Defending the Sun Valley area against bad perceptions is a task sometimes required of state legislators from the Wood River Valley.
It's something that Rep. Wendy Jaquet, D-Ketchum, has been keenly aware of throughout her career in the Idaho House of Representatives, which began in 1994.
"When you represent this area you have to be sensitive about how you're perceived," Jaquet said. "That is something I think we work on a lot."
During this year's session of the Legislature—the second longest in Idaho's history—Sun Valley's image took a hit among legislators working in Boise, Jaquet said.
But District 25—the area Jaquet represents, along with Jon Thorson, who took the place of Sen. Clint Stennett this session, and Rep. Donna Pence from Gooding—also got some benefits from the session. That included $1.6 million in federal stimulus cash directed to the Ketchum-based Mountain Rides Transportation Authority. The money will be used to buy additional and replacement buses and vans and to expand its educational outreach.
Jaquet said she was well aware of the fact that the valley came out of the process quite well compared with other rural areas of the state. The $1.6 million identified for use in local transit projects came out of a total of just $8.7 million in federal stimulus funds Idaho Gov. C.L. "Butch" Otter requested for transit programs in rural areas statewide.

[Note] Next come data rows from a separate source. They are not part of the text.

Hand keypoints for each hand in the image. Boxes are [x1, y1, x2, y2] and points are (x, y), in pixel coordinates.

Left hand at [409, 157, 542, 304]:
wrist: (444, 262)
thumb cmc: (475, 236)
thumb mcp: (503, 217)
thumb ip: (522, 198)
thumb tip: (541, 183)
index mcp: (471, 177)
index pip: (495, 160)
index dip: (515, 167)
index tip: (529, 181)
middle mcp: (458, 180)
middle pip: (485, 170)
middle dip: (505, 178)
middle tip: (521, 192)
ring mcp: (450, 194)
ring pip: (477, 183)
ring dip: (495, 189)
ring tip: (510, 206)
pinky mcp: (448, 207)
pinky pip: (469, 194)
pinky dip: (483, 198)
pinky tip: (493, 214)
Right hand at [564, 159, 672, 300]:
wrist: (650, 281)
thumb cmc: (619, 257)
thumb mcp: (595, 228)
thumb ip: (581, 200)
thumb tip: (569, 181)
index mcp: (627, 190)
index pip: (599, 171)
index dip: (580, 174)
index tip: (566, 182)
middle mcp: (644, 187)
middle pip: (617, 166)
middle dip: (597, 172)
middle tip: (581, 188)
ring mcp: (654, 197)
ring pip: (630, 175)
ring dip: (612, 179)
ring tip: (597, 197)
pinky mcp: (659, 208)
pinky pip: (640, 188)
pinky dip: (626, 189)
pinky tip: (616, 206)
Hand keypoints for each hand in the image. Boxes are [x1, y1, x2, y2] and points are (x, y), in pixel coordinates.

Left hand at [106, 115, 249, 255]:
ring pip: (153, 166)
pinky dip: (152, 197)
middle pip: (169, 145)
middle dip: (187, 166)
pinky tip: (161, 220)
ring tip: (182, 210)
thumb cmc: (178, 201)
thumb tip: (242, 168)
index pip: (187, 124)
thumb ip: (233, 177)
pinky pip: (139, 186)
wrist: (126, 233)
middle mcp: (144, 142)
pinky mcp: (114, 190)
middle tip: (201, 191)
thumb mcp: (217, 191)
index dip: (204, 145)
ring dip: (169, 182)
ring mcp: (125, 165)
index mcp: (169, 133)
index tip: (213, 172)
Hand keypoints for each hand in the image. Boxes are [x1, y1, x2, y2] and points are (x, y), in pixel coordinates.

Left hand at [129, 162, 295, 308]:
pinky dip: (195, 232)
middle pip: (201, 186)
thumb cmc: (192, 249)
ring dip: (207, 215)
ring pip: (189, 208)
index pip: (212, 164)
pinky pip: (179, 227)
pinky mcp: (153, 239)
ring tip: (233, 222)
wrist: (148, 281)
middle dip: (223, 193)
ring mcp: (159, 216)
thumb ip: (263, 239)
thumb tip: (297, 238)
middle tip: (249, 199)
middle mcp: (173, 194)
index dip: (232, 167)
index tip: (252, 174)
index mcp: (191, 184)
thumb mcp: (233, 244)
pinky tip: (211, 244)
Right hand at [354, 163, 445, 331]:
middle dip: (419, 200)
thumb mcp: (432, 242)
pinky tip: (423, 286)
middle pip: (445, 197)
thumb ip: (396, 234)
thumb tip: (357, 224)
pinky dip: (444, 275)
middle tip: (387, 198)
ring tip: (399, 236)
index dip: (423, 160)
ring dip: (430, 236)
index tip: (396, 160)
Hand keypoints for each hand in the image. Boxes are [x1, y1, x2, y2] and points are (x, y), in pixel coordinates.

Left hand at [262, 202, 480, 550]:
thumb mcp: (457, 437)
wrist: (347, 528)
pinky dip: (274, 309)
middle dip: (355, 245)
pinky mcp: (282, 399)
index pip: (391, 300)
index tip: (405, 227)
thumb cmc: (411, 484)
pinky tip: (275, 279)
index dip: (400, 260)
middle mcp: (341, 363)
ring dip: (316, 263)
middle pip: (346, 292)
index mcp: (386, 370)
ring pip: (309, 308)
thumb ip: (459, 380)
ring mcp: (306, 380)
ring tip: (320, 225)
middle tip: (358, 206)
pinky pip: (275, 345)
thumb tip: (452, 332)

"The governor told me, 'I want to ride on one of those buses, Wendy,'" she said.
Jaquet also worked with the State Board of Land Commissioners when it reviewed a federal grant to help with rehabilitation from the Castle Rock Fire. On the line item list, the money was designated for "Sun Valley," which raised some eyebrows on the land board. Jaquet had the name of the appropriation changed to reflect that the money was headed for something other than a wealthy resort community.
Jaquet said much of the harm done to Sun Valley this session had to do with the Sun Valley-Ketchum merger issue. Tensions related to the proposed consolidation between the two cities traveled to the state Capitol, where Idaho lawmakers witnessed the acrimony surrounding the issue.
Legislators rejected a bill that would have amended Idaho Code to allow voters to choose the name of a new city in the case of a consolidation. But that news was overshadowed by a scuffle that required Capitol security officers to separate Sun Valley resort General Manager Wally Huffman and an Associated Press reporter.
As currently written, state law requires the name of the more populous city to be adopted in the case of a consolidation.
Jaquet said some of her constituents were upset by her support for the name-change bill, and considered that vote an indication of support for a Sun Valley-Ketchum merger.
"I thought, this is something we could fix for people across the state," she said. "Obviously, I was interested in having conversations about merging some of the services."
Jaquet said she really enjoyed her work this session on the powerful Joint Finance Appropriations Committee, also known as JFAC. Last December, she announced her departure as House minority leader to take on the JFAC post.
Jaquet said she had been considering running for statewide office—possibly for lieutenant governor—but gave up that idea after seeing how poorly Democrats fared in the November election. The party remains a distinct minority in Idaho.